[solved] Remote Access won't pass into Site to Site
-
I run pfSense in VirtualBox, and it controls several VLANS. It connects to a pfSense OpenVPN site to site server hosted at Vultr. From Vultr, I can ping anything on my VLANS (the site to site tunnel works).
I've also set up an OpenVPN Remote Access server on Vultr. I can connect my netbook (Lubuntu 19.10) to it and it routes everything through. I've chosen the force all client traffic through option on the server.
Internet ^ | | Local VLANS -> Site to Site -> Vultr <- Remote Access VPN <- Netbook
I can not, however, ping from my netbook to the VLANS behind the site to site. The firewall is set to allow everything in the OpenVPN tunnels, and I don't see anything interesting in the firewall logs. I've also tried to push the route, but without success.
I've tried to turn my site to site connection into an interface on Vultr, in hopes of creating a static route. Everytime I try that, webConfigurator crashes and I have to restore previous configuration.

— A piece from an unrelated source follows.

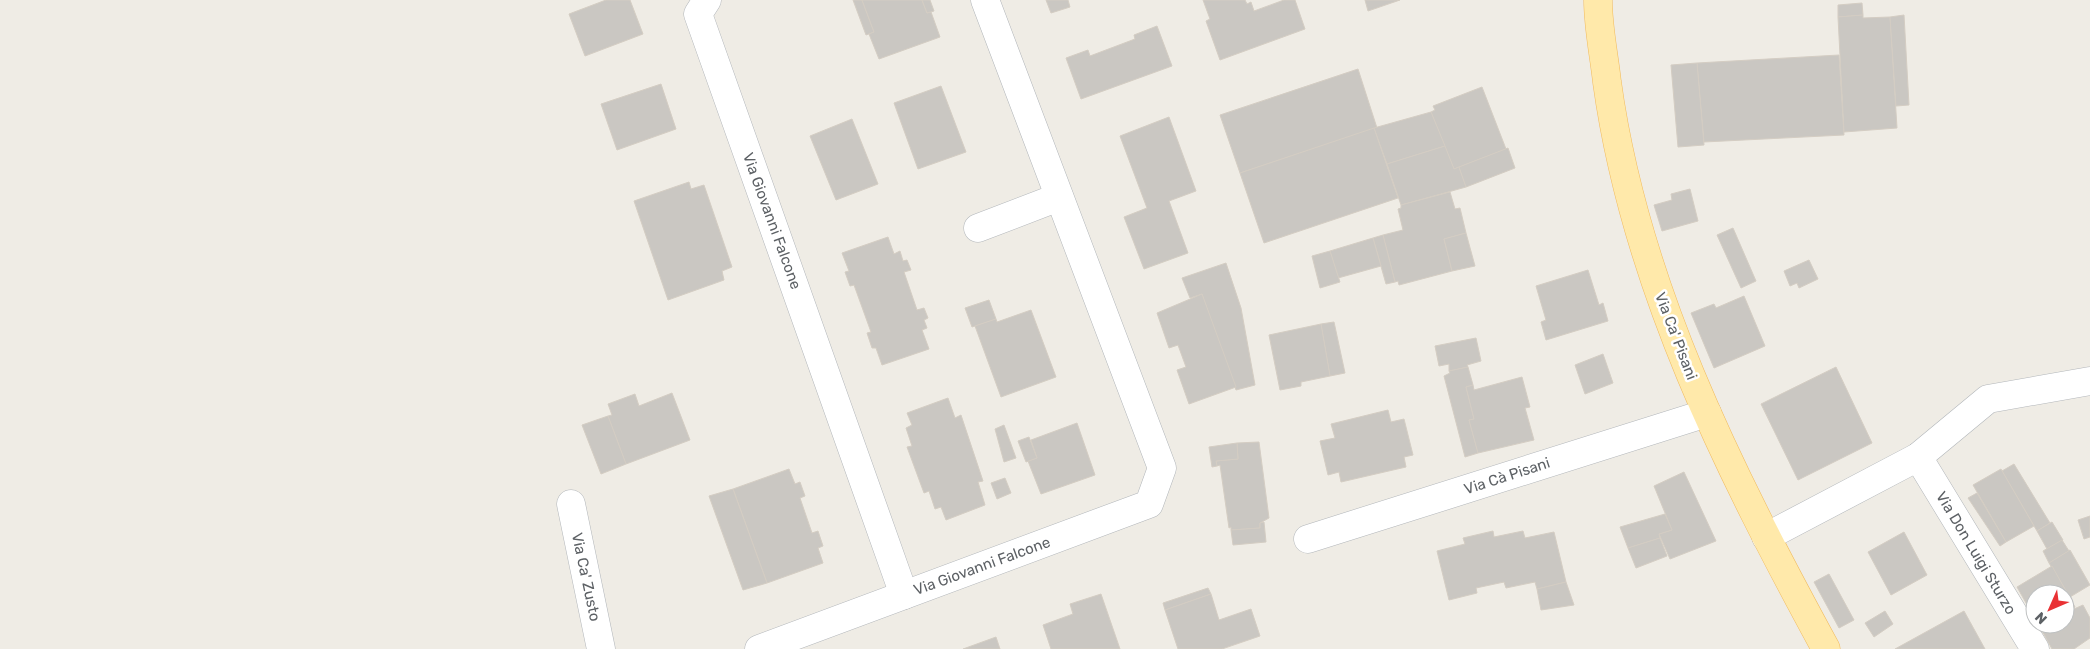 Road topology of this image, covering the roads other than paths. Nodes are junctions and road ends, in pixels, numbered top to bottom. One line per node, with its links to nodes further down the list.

I've also tried setting up a Client Specific Override, but that doesn't seem to work either.
I know this is a wacky setup. My network is behind NAT, and I don't want to mess with the upstream router (and possibly disrupt my housemates). Also, this setup would also essentially give me a static public IP.

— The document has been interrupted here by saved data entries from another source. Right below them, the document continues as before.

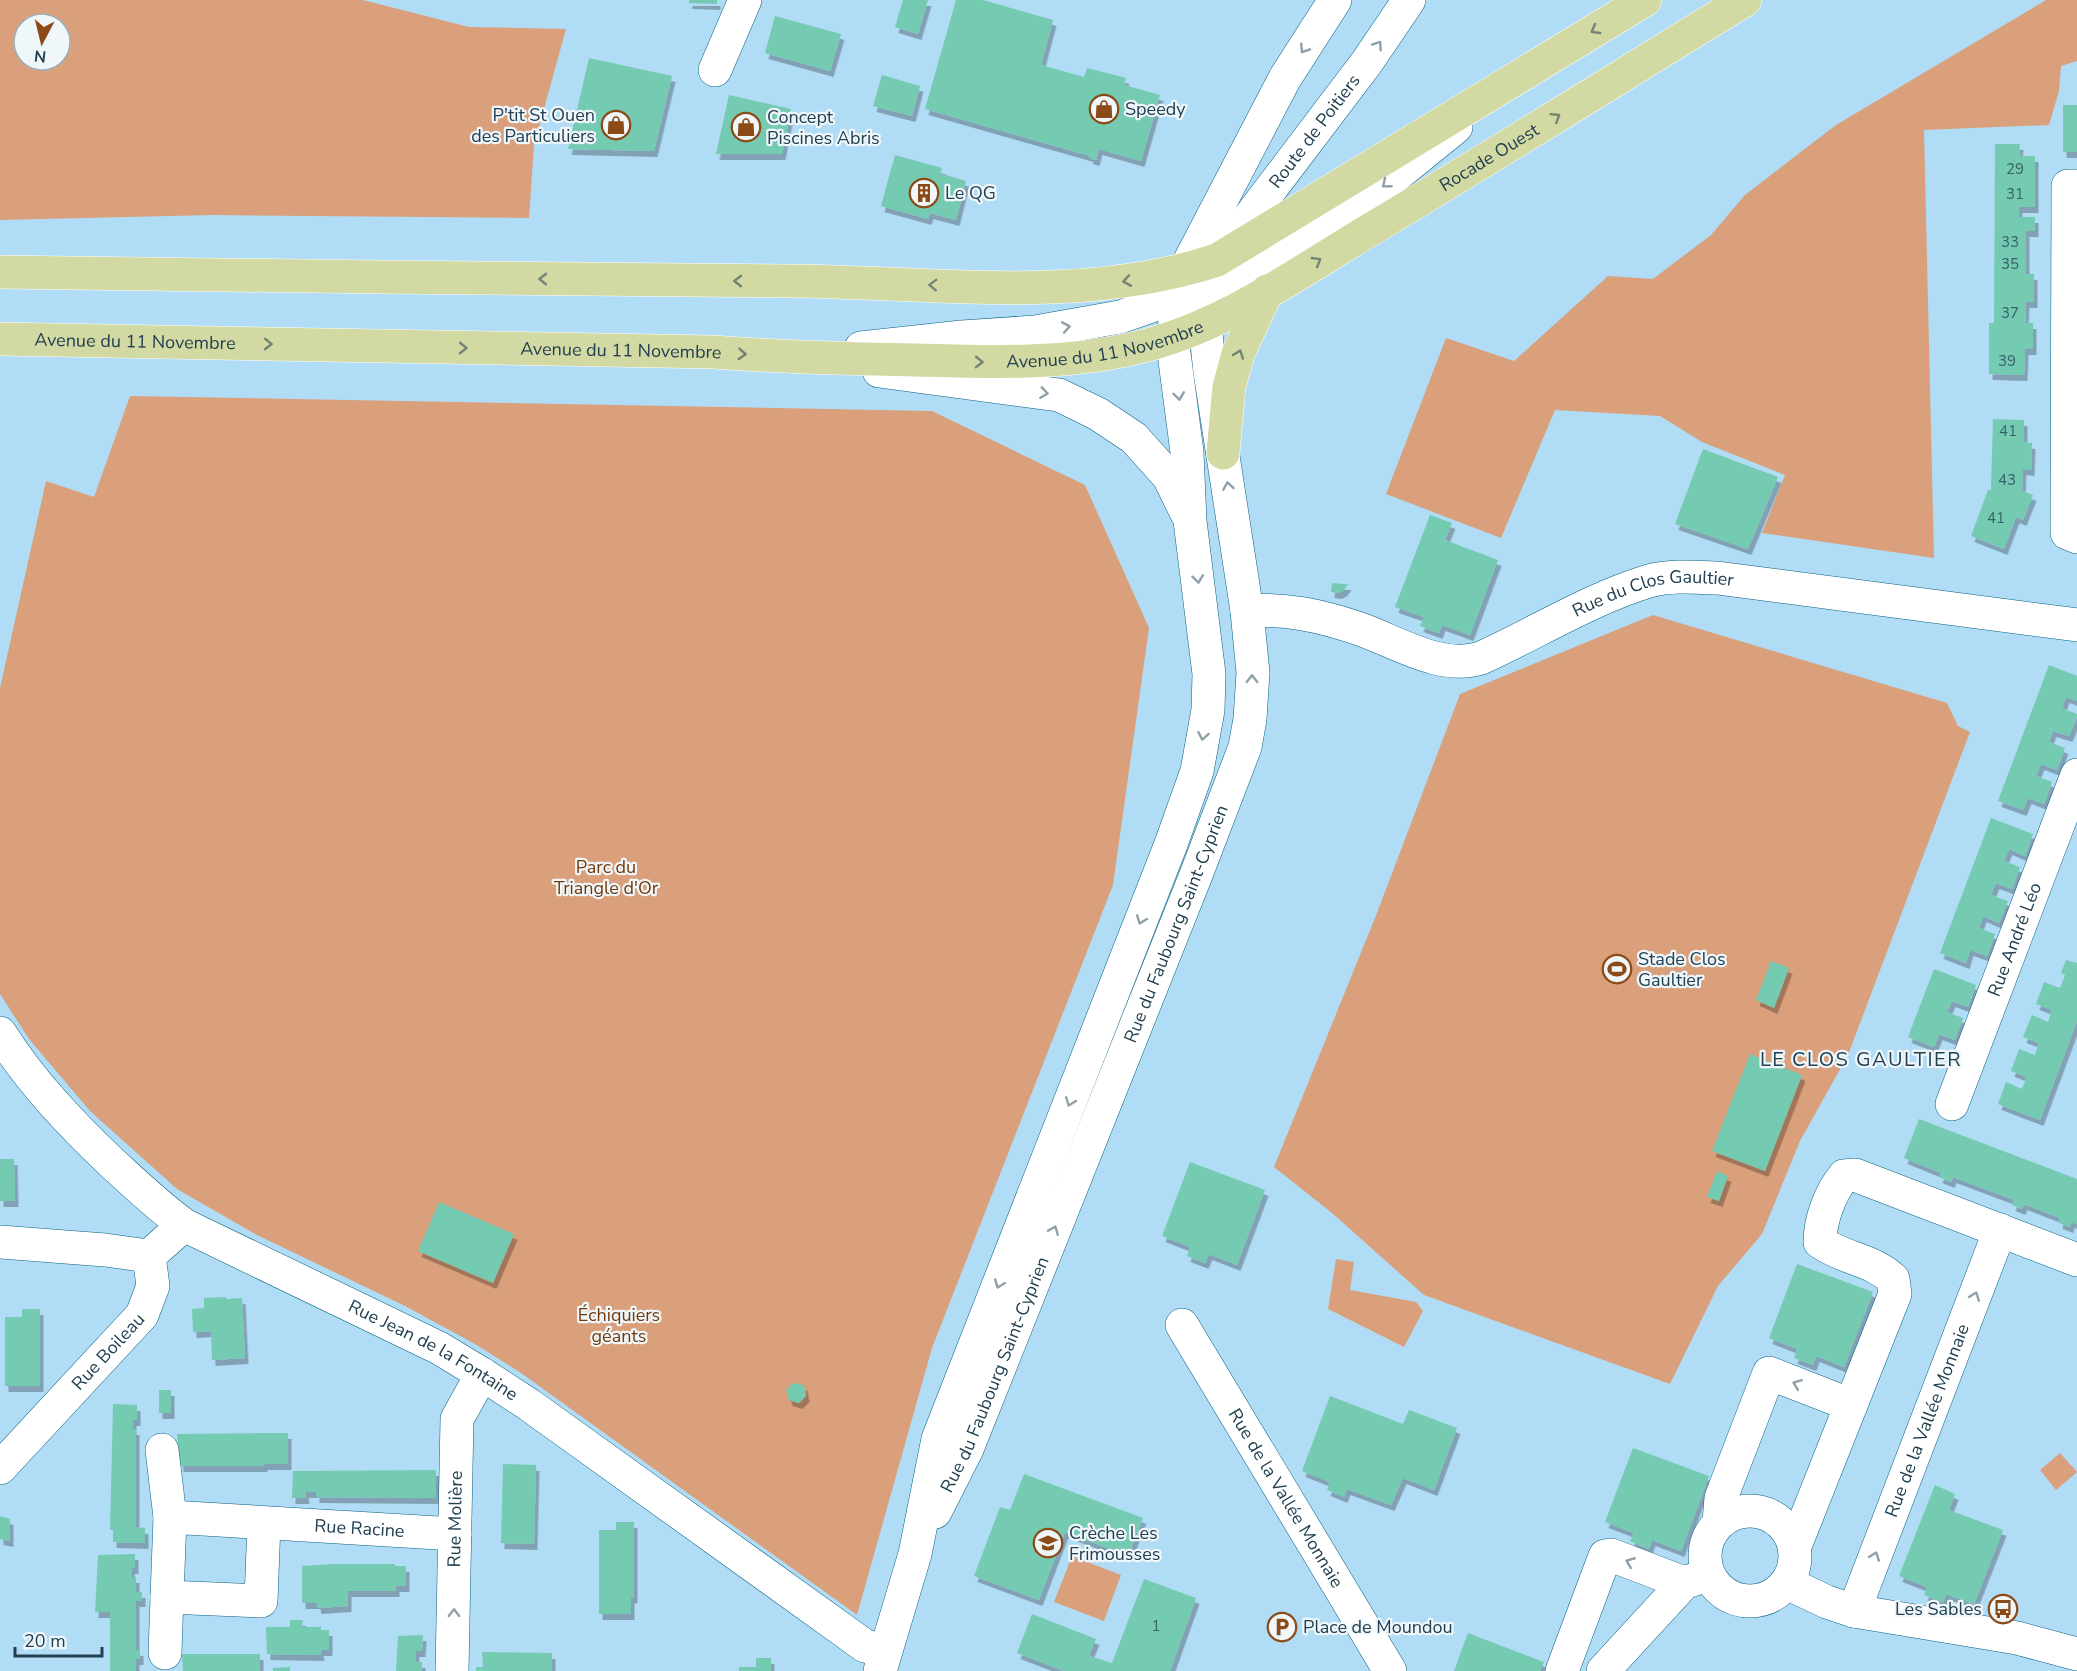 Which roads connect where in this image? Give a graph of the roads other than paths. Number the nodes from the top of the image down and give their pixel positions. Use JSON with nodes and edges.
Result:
{"nodes":[{"id":1,"x":745,"y":0,"type":"edge"},
{"id":2,"x":1335,"y":0,"type":"edge"},
{"id":3,"x":1409,"y":0,"type":"edge"},
{"id":4,"x":1646,"y":0,"type":"edge"},
{"id":5,"x":1745,"y":0,"type":"edge"},
{"id":6,"x":715,"y":70,"type":"dead end"},
{"id":7,"x":1513,"y":81,"type":"junction"},
{"id":8,"x":2077,"y":186,"type":"edge"},
{"id":9,"x":1217,"y":260,"type":"junction"},
{"id":10,"x":0,"y":272,"type":"edge"},
{"id":11,"x":1267,"y":291,"type":"junction"},
{"id":12,"x":1202,"y":300,"type":"junction"},
{"id":13,"x":1172,"y":338,"type":"junction"},
{"id":14,"x":0,"y":339,"type":"edge"},
{"id":15,"x":778,"y":357,"type":"junction"},
{"id":16,"x":1223,"y":453,"type":"junction"},
{"id":17,"x":1190,"y":521,"type":"junction"},
{"id":18,"x":2077,"y":537,"type":"edge"},
{"id":19,"x":1247,"y":611,"type":"junction"},
{"id":20,"x":2077,"y":625,"type":"edge"},
{"id":21,"x":2077,"y":776,"type":"edge"},
{"id":22,"x":0,"y":1034,"type":"edge"},
{"id":23,"x":1952,"y":1104,"type":"dead end"},
{"id":24,"x":184,"y":1225,"type":"junction"},
{"id":25,"x":2000,"y":1230,"type":"junction"},
{"id":26,"x":0,"y":1242,"type":"edge"},
{"id":27,"x":149,"y":1256,"type":"junction"},
{"id":28,"x":2077,"y":1260,"type":"edge"},
{"id":29,"x":1182,"y":1325,"type":"dead end"},
{"id":30,"x":482,"y":1374,"type":"junction"},
{"id":31,"x":1851,"y":1405,"type":"junction"},
{"id":32,"x":162,"y":1450,"type":"dead end"},
{"id":33,"x":0,"y":1468,"type":"edge"},
{"id":34,"x":170,"y":1517,"type":"junction"},
{"id":35,"x":1719,"y":1522,"type":"junction"},
{"id":36,"x":264,"y":1523,"type":"junction"},
{"id":37,"x":455,"y":1534,"type":"junction"},
{"id":38,"x":1795,"y":1546,"type":"junction"},
{"id":39,"x":915,"y":1554,"type":"junction"},
{"id":40,"x":1696,"y":1579,"type":"junction"},
{"id":41,"x":1787,"y":1583,"type":"junction"},
{"id":42,"x":167,"y":1597,"type":"junction"},
{"id":43,"x":1854,"y":1611,"type":"junction"},
{"id":44,"x":165,"y":1653,"type":"dead end"},
{"id":45,"x":2077,"y":1654,"type":"edge"},
{"id":46,"x":882,"y":1661,"type":"edge"},
{"id":47,"x":452,"y":1671,"type":"edge"},
{"id":48,"x":1390,"y":1671,"type":"edge"},
{"id":49,"x":1562,"y":1671,"type":"edge"},
{"id":50,"x":1604,"y":1671,"type":"edge"}],
"edges":[{"from":1,"to":6,"type":"street"},
{"from":2,"to":12,"type":"street","one_way":true},
{"from":9,"to":3,"type":"street","name":"Route de Poitiers","one_way":true},
{"from":4,"to":7,"type":"main road","one_way":true},
{"from":11,"to":5,"type":"main road","name":"Rocade Ouest","one_way":true},
{"from":7,"to":9,"type":"main road"},
{"from":7,"to":12,"type":"street","one_way":true},
{"from":8,"to":18,"type":"street"},
{"from":9,"to":12,"type":"main road","name":"Avenue du 11 Novembre"},
{"from":12,"to":10,"type":"main road","name":"Avenue du 11 Novembre","one_way":true},
{"from":11,"to":12,"type":"main road","name":"Rocade Ouest"},
{"from":16,"to":11,"type":"main road","one_way":true},
{"from":12,"to":13,"type":"main road","name":"Avenue du 11 Novembre"},
{"from":15,"to":12,"type":"street","one_way":true},
{"from":12,"to":16,"type":"street","name":"Rue du Faubourg Saint-Cyprien"},
{"from":15,"to":13,"type":"main road","name":"Avenue du 11 Novembre","one_way":true},
{"from":13,"to":17,"type":"street","name":"Rue du Faubourg Saint-Cyprien","one_way":true},
{"from":14,"to":15,"type":"main road","name":"Avenue du 11 Novembre","one_way":true},
{"from":15,"to":17,"type":"street","one_way":true},
{"from":19,"to":16,"type":"street","name":"Rue du Faubourg Saint-Cyprien","one_way":true},
{"from":17,"to":39,"type":"street","name":"Rue du Faubourg Saint-Cyprien","one_way":true},
{"from":19,"to":20,"type":"street","name":"Rue du Clos Gaultier"},
{"from":39,"to":19,"type":"street","name":"Rue du Faubourg Saint-Cyprien","one_way":true},
{"from":21,"to":23,"type":"street","name":"Rue André Léo"},
{"from":22,"to":24,"type":"street","name":"Rue Jean de la Fontaine"},
{"from":24,"to":27,"type":"street"},
{"from":24,"to":30,"type":"street","name":"Rue Jean de la Fontaine"},
{"from":25,"to":28,"type":"street"},
{"from":25,"to":31,"type":"street"},
{"from":43,"to":25,"type":"street","name":"Rue de la Vallée Monnaie","one_way":true},
{"from":26,"to":27,"type":"street"},
{"from":27,"to":33,"type":"street","name":"Rue Boileau"},
{"from":29,"to":48,"type":"street","name":"Rue de la Vallée Monnaie"},
{"from":30,"to":37,"type":"street","name":"Rue Molière"},
{"from":30,"to":46,"type":"street","name":"Rue Jean de la Fontaine"},
{"from":31,"to":35,"type":"street","one_way":true},
{"from":31,"to":38,"type":"street"},
{"from":32,"to":34,"type":"street"},
{"from":34,"to":36,"type":"street","name":"Rue Racine"},
{"from":34,"to":42,"type":"street"},
{"from":35,"to":38,"type":"street"},
{"from":35,"to":40,"type":"street"},
{"from":36,"to":37,"type":"street","name":"Rue Racine"},
{"from":36,"to":42,"type":"street"},
{"from":47,"to":37,"type":"street","name":"Rue Molière","one_way":true},
{"from":38,"to":41,"type":"street"},
{"from":39,"to":46,"type":"street","name":"Rue du Faubourg Saint-Cyprien"},
{"from":40,"to":41,"type":"street"},
{"from":40,"to":49,"type":"street","one_way":true},
{"from":40,"to":50,"type":"street"},
{"from":41,"to":43,"type":"street"},
{"from":42,"to":44,"type":"street"},
{"from":43,"to":45,"type":"street"}]}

I've spent a couple of days trying to solve this. The really frustrating part is I've achieved this very setup in the past (I don't remember it being difficult either), I just forgot how.
I am stumped. Any help would be greatly appreciated.
Thanks
-
You have to push the routes to your VLANs to the remote access client and as well add the access servers tunnel network to the "Remote Networks" on your local pfSense to add the route for it.
Also ensure that the access is allowed by firewall rules. -
@viragomann Got it working. Thank you!